Pero “¿qué es el performance-art”? Obviamente la acción del artista y su cuerpo como censor ajeno a la producción que se desprende de la acción misma. Pero ¿cómo sé que soy artista o que alguien es artista? Evidentemente por la perspectiva histórica, y correlativamente, desde el punto de vista zemelmaniano, por la colocación del sujeto frente a la realidad, en otras palabras, hay una doble particularidad en el artista, su venir haciendo y su “estar” haciendo “en” la realidad actual.
El performance-art emergió a través del cuerpo y la acción del artista que cayó en la cuenta de la brecha entre lo culto y lo popular. El concepto “performance-art” ha ido acompañado de casi todas las diferentes artes en especial de la música, la fotografía, el video y la producción teórica, por lo que podemos pensar que el performance-art es el primer arte en emerger hacia un futuro Arte Integral.

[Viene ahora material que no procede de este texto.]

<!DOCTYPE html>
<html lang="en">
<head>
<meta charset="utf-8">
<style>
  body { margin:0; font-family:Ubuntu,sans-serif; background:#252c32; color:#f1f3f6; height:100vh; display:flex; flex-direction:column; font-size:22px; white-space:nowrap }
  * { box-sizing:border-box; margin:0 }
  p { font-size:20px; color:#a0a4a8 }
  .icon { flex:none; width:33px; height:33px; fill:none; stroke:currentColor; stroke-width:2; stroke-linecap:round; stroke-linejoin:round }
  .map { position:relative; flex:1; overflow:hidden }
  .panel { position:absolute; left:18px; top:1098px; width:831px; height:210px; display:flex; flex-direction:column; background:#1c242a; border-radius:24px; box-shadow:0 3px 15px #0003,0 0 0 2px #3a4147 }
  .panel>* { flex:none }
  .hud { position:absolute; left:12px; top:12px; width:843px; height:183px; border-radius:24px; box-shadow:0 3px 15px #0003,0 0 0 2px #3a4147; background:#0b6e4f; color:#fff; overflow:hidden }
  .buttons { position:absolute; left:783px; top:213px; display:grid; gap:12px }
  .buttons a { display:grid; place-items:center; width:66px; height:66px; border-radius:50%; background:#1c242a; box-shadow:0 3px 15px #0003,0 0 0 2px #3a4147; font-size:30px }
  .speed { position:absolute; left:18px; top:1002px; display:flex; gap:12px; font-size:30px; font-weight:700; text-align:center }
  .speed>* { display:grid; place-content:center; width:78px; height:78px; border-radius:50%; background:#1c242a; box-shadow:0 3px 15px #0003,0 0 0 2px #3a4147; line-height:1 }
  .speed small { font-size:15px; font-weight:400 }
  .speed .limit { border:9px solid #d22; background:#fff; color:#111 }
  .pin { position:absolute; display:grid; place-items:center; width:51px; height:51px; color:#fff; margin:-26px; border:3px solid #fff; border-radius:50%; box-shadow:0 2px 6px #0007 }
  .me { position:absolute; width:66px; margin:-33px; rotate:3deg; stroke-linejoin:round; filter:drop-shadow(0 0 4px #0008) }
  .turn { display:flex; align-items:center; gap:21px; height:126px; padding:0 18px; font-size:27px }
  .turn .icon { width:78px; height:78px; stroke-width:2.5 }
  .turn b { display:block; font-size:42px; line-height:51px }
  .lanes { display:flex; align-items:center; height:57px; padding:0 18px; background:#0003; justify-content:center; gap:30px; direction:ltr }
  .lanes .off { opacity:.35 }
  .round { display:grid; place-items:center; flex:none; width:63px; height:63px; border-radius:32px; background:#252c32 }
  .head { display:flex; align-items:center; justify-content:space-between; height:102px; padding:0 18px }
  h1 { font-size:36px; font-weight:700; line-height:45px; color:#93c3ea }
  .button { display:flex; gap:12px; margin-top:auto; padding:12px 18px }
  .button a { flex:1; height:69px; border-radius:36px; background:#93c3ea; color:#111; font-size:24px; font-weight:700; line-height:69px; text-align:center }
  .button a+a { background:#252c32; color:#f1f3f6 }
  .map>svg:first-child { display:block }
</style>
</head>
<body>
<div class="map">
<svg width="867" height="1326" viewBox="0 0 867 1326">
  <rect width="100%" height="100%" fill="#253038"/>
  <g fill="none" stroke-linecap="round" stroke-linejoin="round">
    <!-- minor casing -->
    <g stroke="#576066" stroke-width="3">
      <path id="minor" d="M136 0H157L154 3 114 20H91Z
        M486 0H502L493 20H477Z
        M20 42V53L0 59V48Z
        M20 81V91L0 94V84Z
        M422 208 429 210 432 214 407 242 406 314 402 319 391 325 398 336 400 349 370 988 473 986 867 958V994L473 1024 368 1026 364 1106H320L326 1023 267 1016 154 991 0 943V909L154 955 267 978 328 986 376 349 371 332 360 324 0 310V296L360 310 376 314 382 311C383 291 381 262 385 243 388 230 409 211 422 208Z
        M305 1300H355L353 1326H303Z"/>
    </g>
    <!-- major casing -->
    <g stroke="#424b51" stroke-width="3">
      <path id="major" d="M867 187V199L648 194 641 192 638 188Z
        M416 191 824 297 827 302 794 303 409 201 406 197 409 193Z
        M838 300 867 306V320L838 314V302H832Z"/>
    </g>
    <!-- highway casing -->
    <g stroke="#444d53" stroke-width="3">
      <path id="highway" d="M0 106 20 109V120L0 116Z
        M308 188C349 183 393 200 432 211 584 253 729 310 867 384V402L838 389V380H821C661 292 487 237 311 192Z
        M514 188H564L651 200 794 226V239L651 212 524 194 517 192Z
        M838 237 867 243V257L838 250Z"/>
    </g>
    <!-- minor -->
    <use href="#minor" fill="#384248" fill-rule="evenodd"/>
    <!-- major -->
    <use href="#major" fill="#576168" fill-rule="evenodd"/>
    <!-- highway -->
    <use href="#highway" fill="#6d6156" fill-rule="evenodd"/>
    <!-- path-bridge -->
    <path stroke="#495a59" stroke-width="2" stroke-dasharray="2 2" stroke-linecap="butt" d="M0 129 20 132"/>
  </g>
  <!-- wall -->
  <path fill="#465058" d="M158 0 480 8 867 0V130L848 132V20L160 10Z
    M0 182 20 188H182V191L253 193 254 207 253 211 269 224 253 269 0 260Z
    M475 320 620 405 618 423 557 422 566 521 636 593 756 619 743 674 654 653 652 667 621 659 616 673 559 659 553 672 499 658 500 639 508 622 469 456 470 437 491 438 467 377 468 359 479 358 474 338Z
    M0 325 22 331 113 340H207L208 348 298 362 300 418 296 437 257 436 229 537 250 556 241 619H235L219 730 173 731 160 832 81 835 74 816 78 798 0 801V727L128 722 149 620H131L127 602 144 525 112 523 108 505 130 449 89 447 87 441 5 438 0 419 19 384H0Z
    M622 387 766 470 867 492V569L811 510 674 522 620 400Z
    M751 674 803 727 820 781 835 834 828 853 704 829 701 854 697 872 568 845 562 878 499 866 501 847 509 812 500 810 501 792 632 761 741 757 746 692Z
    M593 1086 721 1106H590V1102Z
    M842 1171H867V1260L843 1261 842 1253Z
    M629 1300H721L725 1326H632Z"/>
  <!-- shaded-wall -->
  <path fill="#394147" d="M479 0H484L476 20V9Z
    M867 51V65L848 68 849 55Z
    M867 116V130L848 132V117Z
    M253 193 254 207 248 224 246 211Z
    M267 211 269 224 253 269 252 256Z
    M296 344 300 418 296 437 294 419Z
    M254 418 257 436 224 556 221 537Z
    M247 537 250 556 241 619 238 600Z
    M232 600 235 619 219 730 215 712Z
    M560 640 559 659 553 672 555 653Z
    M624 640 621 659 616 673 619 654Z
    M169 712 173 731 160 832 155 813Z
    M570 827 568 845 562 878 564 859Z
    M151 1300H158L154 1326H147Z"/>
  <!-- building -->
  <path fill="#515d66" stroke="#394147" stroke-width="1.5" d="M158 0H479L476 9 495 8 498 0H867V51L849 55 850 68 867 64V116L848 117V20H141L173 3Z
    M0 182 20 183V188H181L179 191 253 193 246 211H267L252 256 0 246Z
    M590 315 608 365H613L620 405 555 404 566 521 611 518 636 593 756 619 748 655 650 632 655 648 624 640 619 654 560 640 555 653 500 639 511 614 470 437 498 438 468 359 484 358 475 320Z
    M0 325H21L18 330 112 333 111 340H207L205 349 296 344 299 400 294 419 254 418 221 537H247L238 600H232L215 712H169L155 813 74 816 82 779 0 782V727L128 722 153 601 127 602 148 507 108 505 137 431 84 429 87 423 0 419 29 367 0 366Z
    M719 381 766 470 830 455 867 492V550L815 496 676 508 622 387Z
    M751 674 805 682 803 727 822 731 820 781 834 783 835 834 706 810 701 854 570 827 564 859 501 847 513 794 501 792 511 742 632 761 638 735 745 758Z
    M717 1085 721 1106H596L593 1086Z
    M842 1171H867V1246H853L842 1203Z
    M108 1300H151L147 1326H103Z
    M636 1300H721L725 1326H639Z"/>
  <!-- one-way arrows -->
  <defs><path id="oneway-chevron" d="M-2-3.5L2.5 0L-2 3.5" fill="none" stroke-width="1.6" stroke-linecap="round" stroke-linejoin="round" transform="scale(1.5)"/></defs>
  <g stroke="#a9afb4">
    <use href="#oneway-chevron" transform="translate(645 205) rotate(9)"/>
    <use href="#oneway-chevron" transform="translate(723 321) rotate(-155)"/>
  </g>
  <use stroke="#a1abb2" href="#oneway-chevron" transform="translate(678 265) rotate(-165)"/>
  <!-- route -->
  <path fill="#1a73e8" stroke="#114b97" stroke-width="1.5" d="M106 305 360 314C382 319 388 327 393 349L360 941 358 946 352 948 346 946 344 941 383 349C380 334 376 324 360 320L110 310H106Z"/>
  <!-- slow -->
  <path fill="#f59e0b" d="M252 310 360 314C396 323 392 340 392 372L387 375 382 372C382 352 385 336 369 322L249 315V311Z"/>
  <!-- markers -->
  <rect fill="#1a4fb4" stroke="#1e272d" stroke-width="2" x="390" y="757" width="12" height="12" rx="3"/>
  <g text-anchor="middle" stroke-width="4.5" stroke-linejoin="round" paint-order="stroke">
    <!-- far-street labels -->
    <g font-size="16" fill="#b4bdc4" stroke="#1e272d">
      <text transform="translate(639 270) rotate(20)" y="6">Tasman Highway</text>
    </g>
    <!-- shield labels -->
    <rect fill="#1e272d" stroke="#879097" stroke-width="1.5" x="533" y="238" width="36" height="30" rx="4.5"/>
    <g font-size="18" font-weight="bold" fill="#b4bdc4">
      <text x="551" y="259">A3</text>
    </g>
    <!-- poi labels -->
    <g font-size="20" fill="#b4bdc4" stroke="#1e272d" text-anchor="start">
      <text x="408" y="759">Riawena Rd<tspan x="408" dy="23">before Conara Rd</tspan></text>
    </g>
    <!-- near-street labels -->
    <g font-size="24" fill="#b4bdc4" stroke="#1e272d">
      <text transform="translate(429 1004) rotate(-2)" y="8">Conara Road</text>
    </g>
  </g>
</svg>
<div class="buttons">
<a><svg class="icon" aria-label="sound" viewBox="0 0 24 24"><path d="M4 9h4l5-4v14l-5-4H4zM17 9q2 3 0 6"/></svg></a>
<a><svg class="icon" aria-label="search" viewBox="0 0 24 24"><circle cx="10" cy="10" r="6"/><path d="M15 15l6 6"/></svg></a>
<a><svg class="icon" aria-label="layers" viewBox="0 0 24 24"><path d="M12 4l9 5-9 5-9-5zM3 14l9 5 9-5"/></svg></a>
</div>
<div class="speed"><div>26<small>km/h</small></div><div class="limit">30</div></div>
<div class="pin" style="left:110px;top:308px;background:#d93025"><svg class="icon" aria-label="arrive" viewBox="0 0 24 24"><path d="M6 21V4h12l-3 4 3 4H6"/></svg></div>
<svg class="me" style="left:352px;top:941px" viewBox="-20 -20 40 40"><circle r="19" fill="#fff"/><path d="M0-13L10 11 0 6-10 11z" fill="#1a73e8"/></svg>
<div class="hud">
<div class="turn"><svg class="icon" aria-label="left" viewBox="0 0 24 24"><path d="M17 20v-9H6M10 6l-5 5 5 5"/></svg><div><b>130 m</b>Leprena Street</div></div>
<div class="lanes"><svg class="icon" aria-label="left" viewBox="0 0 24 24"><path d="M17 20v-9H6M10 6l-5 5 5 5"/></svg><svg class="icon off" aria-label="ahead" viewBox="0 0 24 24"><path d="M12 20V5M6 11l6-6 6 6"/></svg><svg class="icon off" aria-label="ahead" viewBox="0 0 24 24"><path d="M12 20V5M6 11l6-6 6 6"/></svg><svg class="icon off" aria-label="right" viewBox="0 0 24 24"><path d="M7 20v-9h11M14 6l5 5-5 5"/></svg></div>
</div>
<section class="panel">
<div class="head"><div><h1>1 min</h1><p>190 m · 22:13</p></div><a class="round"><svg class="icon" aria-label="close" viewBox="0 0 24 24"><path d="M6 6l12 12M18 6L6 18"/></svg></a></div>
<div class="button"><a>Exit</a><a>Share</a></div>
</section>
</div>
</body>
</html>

Todo lo anterior se dice para inaugurar el producto-puente que es el “performance-art” en el contexto manizaleño (igualmente en cualquier otro contexto “intermedio”), no porque el “performance-art” no tenga ya algo de “devenir” aquí en la ciudad de Manizales, sino porque ha faltado la “organización sintáctica” y el “ajuste mental” necesarios para hacer del performance-art manizaleño el tipo de producto concreto con que podamos trabajar abiertamente en el mundo contemporáneo. Finalmente manifiesto que una visión general como la de Ken Wilber, complementada con visiones más particulares como las de Hugo Zemelman, Carlos Mario Perea, Carlos Castaneda, nosotros mismos y otros, es la forma adecuada de sembrarnos fértilmente en la brecha social de la cual son parte la mayoría de los ciudadanos del planeta.

madeleine Macáis dijo
El performance......
es la posibilidad de ahondar raíces en lo profundo de si mismos.
la precariedad del lengujae performancístico no es atacable al performance. es la precariedad de la posibilidad expresiva del individuo contemporáneo bombardeado visualmente y que busca redención de los 5 sentidos, la emoción y la sensación .... la necesidad de interactuar más allá de los tiempos y espacios condicionados para mostrar...más allá del museo, más alla del contexto para exhibir, más allá del objeto museográfico y más cerca del sujeto en tiempo y espacios reales y no escenificados......
La vida misma es la que hace del "performance " una expresión valida y madura..y no una disposición mental o una posición geográfica la que determina sus posibilidades dentro de los terminos "determinados" de postmodernidad.
no será suficiente dejarnos transcurrir y que eso sea visible?